What you have to do: Only the number is needed: count the lines below that hold the string "road".

Given data:
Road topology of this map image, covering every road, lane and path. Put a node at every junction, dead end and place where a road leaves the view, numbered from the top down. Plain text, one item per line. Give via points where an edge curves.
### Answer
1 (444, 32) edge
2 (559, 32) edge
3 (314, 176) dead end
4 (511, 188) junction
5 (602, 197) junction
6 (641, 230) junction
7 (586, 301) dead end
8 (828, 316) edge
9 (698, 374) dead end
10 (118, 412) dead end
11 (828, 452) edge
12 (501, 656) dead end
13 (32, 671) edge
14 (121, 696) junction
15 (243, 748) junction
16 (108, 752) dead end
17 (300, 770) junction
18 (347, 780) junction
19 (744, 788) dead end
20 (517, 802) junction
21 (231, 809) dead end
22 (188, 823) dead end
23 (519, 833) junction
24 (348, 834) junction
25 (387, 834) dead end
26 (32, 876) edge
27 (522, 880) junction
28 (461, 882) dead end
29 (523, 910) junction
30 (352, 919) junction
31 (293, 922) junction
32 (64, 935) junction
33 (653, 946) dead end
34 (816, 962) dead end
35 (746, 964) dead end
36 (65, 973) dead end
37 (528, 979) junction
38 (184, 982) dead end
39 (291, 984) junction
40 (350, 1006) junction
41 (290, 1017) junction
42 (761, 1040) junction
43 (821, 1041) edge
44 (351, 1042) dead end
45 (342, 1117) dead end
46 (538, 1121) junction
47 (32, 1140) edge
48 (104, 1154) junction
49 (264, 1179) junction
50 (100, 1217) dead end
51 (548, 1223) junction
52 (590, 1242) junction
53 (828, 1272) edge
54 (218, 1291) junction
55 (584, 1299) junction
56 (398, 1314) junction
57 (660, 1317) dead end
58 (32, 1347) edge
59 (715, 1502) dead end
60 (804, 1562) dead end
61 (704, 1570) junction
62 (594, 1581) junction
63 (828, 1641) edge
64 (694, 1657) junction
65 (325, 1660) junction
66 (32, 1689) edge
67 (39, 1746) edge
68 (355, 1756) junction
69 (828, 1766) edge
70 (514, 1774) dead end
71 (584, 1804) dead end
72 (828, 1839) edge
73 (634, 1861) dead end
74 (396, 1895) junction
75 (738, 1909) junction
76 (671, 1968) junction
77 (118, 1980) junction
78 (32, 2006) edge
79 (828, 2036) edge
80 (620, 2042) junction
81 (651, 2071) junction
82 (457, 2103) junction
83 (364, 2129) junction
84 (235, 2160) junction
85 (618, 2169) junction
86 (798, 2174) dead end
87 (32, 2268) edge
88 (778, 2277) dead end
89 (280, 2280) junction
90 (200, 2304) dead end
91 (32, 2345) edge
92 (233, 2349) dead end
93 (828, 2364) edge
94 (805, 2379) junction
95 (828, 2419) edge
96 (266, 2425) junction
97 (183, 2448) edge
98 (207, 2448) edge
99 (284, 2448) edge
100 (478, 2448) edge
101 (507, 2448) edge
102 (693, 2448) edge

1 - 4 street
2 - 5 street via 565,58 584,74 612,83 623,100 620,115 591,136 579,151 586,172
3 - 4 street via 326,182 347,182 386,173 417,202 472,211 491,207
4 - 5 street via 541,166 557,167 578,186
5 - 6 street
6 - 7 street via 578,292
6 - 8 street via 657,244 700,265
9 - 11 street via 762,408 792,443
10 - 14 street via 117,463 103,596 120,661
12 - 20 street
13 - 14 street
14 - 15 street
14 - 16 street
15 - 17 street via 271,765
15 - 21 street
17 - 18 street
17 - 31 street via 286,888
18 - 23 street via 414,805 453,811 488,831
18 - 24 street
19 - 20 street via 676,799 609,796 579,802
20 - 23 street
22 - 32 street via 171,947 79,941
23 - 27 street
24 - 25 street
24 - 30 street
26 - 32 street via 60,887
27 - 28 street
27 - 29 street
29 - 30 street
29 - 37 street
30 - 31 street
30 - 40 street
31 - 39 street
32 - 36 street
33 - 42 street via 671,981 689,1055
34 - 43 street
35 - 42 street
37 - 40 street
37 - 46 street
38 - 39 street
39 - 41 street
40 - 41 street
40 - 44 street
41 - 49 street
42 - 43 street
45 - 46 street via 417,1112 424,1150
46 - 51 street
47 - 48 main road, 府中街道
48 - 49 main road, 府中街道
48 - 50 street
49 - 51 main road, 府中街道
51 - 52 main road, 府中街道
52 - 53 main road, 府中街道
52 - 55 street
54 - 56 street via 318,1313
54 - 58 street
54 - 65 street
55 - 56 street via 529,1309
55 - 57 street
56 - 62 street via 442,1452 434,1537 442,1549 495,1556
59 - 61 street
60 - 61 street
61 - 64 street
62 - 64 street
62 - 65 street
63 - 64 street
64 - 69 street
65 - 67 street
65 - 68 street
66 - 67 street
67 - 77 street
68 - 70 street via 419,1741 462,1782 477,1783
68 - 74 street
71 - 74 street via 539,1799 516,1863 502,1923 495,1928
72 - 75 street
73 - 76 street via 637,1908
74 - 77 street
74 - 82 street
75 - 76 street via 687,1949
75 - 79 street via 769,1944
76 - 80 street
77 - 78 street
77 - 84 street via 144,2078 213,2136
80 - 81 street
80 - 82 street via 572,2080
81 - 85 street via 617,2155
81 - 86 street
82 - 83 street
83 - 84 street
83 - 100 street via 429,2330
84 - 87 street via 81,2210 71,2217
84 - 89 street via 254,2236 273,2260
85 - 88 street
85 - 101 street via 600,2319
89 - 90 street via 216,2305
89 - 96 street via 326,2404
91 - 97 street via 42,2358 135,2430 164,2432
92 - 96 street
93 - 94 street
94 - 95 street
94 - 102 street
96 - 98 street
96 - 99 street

Answer to this task: 6